The Story
Why it exists.
The beginning
Medusa arrived in 2022 as House of Puente's first fragrance, and the house didn't ease in gently. Named after the myth, it channels the story's central tension: beauty and destruction as the same creature, the same force. Eliam Puente drew from a narrative where transformation is both curse and coronation. The snake-haired queen didn't choose her power; it was given, then taken, then made irreversible. That ambiguity fascinated him. Not a villain origin story. Not a tragedy. Something harder to categorize: the moment power stops asking permission. The name demanded a fragrance that could hold contradictions, luminous florals paired with animalic warmth, the polished next to the primal. Jasmine and rose alongside civet. That combination is unusual precisely because most compositions choose a lane: either the clean floral or the honest animalic. Medusa refused.

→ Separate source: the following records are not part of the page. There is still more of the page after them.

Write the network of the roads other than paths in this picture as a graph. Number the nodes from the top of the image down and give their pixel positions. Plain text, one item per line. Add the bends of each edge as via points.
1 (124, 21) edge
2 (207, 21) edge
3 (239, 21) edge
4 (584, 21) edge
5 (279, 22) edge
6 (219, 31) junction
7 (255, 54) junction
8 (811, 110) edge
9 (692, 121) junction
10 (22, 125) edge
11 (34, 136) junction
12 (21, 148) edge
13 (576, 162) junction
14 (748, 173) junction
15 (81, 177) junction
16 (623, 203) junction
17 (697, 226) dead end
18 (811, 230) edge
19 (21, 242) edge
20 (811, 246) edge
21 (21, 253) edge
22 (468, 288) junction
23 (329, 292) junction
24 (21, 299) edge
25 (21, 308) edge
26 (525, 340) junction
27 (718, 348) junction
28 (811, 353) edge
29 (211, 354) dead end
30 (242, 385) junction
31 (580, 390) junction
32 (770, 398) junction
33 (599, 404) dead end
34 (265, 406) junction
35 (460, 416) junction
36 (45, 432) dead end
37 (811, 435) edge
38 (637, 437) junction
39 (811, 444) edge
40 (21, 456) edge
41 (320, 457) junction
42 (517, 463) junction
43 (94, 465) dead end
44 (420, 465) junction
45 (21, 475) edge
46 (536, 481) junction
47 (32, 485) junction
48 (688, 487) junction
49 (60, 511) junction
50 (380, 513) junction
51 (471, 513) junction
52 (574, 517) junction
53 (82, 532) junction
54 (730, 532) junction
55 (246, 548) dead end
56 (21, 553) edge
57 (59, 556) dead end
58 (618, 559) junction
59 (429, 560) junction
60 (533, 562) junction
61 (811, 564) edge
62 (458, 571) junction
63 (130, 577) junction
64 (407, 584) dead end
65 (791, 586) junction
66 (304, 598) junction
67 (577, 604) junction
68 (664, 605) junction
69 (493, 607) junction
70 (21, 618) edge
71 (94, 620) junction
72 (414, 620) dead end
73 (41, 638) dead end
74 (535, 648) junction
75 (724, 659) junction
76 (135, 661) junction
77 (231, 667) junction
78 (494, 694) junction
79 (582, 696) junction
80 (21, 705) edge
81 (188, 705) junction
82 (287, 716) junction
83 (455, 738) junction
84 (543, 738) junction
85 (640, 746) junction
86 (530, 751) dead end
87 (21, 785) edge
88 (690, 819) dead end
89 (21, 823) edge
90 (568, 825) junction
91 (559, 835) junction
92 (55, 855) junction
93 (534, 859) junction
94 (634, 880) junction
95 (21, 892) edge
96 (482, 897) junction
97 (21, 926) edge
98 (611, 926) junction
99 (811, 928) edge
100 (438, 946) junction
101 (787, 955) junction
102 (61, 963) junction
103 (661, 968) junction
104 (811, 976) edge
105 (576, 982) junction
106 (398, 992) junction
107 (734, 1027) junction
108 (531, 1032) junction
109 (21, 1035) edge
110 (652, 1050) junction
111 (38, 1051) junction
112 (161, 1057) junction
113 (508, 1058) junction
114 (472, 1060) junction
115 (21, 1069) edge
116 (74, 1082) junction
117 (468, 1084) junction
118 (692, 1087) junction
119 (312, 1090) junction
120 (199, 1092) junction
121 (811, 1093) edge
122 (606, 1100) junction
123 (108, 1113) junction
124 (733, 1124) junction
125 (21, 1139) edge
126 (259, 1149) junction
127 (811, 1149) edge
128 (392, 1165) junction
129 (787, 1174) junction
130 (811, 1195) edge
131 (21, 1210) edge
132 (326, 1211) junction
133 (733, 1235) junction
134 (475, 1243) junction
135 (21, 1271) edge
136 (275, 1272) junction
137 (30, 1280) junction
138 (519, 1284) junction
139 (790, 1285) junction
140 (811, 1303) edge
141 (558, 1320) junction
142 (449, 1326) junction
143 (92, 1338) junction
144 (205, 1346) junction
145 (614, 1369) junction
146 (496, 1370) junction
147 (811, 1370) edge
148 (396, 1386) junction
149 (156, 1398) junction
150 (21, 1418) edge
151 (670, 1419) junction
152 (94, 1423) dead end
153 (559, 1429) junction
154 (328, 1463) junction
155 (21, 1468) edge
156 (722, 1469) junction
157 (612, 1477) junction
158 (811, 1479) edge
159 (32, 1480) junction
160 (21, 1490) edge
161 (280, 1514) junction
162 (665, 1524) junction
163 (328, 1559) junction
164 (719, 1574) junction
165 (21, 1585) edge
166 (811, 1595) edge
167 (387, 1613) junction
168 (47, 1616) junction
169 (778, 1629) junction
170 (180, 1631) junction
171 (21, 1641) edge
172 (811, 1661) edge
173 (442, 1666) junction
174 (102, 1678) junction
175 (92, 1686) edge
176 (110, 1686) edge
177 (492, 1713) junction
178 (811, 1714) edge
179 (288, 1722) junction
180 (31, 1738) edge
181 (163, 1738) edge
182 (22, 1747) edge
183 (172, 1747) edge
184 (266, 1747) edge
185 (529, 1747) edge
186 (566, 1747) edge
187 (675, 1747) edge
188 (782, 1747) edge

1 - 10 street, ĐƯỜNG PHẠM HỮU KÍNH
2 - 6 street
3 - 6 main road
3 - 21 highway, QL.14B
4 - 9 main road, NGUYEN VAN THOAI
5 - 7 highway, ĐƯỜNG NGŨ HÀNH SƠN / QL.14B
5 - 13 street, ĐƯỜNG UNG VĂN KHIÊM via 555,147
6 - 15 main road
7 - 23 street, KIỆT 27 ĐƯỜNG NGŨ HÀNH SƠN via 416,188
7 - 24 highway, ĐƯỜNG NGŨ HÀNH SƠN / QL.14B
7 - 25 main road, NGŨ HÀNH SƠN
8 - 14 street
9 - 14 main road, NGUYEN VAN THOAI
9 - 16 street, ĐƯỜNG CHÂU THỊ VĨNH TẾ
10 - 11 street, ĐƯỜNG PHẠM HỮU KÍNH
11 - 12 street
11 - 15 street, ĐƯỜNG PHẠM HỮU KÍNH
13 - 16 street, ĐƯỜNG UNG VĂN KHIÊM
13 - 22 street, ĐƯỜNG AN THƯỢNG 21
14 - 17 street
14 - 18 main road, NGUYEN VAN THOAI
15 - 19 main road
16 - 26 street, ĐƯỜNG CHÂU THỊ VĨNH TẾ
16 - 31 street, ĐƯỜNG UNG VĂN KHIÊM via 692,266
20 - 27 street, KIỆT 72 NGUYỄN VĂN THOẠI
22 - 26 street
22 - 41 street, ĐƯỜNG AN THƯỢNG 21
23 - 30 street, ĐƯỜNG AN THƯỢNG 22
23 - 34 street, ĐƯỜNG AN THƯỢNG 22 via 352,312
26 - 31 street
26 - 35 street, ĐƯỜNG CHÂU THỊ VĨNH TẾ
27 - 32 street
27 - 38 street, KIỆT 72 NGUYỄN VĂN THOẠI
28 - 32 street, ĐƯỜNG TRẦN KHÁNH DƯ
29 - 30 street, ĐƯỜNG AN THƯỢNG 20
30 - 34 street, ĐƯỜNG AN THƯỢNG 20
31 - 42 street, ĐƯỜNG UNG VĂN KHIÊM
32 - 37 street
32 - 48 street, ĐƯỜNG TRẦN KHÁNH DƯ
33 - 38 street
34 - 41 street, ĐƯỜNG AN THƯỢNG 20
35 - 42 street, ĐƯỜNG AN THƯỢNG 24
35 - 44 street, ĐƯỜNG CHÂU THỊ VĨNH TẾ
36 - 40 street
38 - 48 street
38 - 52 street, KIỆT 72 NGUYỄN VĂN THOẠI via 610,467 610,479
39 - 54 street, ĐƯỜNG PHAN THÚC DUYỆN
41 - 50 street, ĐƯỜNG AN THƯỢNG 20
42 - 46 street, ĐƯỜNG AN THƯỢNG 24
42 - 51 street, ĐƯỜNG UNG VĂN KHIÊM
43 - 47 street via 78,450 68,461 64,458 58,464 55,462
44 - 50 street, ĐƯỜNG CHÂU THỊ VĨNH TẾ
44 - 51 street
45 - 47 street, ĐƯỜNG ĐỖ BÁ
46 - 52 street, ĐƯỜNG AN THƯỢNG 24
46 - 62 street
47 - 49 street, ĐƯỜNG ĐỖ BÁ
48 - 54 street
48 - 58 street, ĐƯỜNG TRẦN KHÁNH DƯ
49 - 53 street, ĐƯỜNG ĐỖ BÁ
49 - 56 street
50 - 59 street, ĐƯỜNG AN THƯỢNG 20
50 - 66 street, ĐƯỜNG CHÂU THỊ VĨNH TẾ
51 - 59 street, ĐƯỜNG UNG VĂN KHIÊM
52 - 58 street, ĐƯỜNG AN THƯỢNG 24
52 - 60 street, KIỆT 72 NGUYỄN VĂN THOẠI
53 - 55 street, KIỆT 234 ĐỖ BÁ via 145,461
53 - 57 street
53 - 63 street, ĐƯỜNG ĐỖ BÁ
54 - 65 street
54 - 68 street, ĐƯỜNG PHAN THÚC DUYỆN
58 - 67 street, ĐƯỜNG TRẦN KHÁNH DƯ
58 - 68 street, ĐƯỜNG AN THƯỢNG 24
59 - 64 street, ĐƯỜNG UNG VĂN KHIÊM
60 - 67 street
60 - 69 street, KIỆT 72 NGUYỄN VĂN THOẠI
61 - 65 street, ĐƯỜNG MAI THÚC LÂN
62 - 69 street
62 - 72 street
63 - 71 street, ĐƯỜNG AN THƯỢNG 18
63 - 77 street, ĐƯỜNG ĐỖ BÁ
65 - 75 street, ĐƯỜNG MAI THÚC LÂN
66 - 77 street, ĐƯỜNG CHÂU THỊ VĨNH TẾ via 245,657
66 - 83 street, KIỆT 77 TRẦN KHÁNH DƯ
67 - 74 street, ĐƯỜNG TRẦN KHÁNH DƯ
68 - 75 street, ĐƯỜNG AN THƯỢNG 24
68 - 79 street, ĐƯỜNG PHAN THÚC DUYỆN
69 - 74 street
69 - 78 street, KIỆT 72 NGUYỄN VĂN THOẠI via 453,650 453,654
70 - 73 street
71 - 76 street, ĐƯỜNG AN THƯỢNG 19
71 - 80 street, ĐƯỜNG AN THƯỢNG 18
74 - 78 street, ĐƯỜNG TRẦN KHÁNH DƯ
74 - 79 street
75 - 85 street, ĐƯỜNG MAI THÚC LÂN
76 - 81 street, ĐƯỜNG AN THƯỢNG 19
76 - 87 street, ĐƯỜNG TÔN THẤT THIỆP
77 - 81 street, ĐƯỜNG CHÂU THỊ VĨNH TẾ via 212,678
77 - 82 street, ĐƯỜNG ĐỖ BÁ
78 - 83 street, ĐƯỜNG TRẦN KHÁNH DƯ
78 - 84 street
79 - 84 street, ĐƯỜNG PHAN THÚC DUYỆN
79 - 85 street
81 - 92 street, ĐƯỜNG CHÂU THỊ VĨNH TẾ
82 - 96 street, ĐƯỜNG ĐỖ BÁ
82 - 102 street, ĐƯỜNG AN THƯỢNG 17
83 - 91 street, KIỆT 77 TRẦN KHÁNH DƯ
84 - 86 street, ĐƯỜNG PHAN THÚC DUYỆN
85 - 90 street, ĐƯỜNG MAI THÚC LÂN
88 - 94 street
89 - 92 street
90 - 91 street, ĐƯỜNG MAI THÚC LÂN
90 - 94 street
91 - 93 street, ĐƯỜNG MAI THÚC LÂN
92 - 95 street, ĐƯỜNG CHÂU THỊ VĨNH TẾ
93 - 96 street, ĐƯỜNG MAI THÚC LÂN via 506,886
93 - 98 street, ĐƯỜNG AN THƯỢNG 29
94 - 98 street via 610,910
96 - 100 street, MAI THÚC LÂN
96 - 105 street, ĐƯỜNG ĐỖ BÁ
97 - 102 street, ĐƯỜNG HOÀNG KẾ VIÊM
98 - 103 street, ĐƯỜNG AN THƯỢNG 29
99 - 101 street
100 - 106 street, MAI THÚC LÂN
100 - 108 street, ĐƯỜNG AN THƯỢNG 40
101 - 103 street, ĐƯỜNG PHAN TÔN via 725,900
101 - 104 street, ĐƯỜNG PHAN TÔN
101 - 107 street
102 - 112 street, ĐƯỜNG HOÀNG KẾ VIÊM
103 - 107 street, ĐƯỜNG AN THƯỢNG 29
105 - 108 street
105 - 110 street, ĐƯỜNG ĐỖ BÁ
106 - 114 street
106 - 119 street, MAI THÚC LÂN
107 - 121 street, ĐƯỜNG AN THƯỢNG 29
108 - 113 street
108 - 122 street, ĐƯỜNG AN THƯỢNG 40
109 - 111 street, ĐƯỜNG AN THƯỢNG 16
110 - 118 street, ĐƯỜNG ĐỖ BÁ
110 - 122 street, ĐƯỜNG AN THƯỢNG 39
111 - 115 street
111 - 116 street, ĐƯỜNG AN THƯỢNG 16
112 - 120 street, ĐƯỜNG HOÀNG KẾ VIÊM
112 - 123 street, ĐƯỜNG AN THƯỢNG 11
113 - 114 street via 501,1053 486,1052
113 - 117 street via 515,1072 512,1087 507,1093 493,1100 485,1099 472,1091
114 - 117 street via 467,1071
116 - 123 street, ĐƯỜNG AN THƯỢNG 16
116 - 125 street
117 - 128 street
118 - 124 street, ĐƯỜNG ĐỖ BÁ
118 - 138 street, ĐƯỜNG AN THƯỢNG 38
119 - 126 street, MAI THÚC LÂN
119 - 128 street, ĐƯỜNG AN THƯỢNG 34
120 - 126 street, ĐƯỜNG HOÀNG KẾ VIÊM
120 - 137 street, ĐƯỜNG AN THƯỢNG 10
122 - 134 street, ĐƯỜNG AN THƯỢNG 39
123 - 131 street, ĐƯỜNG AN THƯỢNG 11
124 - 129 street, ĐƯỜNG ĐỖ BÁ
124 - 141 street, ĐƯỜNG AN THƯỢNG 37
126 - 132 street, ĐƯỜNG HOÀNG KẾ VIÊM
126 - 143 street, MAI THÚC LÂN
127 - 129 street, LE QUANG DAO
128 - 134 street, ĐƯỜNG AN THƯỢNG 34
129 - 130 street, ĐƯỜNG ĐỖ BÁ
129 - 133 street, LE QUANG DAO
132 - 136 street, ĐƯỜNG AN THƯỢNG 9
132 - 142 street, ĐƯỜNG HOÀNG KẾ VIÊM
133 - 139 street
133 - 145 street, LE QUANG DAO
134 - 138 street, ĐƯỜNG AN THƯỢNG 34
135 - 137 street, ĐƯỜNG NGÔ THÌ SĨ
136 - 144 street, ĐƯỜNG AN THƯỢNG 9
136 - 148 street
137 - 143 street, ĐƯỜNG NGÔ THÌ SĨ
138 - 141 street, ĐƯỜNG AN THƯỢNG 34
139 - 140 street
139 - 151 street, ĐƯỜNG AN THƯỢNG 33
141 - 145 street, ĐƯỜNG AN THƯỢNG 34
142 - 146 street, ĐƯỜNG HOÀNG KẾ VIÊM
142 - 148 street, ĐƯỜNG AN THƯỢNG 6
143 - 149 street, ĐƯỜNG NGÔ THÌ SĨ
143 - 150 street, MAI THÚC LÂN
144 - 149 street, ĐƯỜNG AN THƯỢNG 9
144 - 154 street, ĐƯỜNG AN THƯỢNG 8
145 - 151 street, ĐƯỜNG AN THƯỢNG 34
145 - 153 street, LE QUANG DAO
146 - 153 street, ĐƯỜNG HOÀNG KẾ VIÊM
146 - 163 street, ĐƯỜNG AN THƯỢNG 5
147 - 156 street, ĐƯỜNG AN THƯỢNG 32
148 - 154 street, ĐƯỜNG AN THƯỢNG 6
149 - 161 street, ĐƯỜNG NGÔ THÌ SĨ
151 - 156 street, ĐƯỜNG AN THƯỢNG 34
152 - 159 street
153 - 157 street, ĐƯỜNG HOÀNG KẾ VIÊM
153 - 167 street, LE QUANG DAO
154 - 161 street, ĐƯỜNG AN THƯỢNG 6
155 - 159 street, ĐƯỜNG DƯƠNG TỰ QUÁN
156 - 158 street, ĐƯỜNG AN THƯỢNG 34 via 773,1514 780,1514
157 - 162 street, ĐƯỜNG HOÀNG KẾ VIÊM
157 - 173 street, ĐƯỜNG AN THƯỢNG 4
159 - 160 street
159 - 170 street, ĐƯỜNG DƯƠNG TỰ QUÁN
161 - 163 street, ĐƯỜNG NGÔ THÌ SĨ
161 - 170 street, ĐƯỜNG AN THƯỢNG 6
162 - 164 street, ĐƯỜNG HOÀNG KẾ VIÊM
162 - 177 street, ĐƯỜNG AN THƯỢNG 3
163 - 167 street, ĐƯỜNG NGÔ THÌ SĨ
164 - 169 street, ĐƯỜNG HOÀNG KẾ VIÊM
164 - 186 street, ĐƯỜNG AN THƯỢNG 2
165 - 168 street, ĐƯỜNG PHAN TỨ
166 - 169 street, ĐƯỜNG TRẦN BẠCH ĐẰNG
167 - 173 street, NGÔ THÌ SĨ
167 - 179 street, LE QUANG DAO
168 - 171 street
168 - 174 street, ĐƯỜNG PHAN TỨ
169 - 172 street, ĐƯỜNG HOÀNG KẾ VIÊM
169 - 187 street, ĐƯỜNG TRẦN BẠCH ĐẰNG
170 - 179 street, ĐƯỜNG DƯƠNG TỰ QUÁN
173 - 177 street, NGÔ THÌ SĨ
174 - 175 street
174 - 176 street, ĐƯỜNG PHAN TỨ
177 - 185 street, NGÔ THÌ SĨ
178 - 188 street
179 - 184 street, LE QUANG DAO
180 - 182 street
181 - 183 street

What makes the composition work is the orris root acting as a slow-release mechanism. It tempers the jasmine's initial flood, creating a powdery delay that stretches the heart phase longer than expected. Without it, the civet would arrive too soon and the fragrance would read as confrontational rather than beguiling. The orange blossom contributes a tea-like delicacy that most wearers miss entirely, but once pointed out, it becomes impossible to ignore. The result is a chypre structure that behaves like a white floral when observed casually, and an animalic fragrance when examined closely. That's the trick. Most people lean in because the opening is so lovely. Then the civet settles.
The evolution
The jasmine opens like a door thrown wide. Immediate, generous, almost aggressive in its brightness. This phase lasts roughly twenty to thirty minutes before the rose and orange blossom begin their quiet takeover, not replacing the jasmine, but shadowing it, pulling focus inward. The orris root announces itself as powder: soft,Iris-adjacent, the suggestion of face powder applied hours ago. The civet emerges gradually in the heart phase. Not skatole-sharp or barnyard crude. This is the civet that lives close to skin, the kind you only notice when someone leans in. It doesn't dominate, it deepens. The florals become less delicate, more physical. This is the phase where Medusa earns its myth. The drydown belongs to oakmoss and vetiver. Earthy, mossy, slightly bitter. The sandalwood arrives late, adding a creaminess that softens what could have been too severe. On fabric, the drydown outlasts everything else, you'll find this smell in a jacket lining the next morning. Eight to ten hours on skin, strong sillage for the first three. After that, intimate.
Cultural impact
Medusa was voted one of the top 10 fragrances of 2022 on Çafleurebon, a notable recognition for a debut release from a newly founded house. It occupies an unusual position in the niche landscape: a chypre structure built around jasmine and civet, which places it closer to classical perfumery than most contemporary niche releases while maintaining the intimacy and specificity of a personal project. The fragrance attracted collectors interested in animalic compositions but wary of the confrontational nature of heavier examples. Its success established House of Puente's reputation as a house willing to commit to difficult contrasts.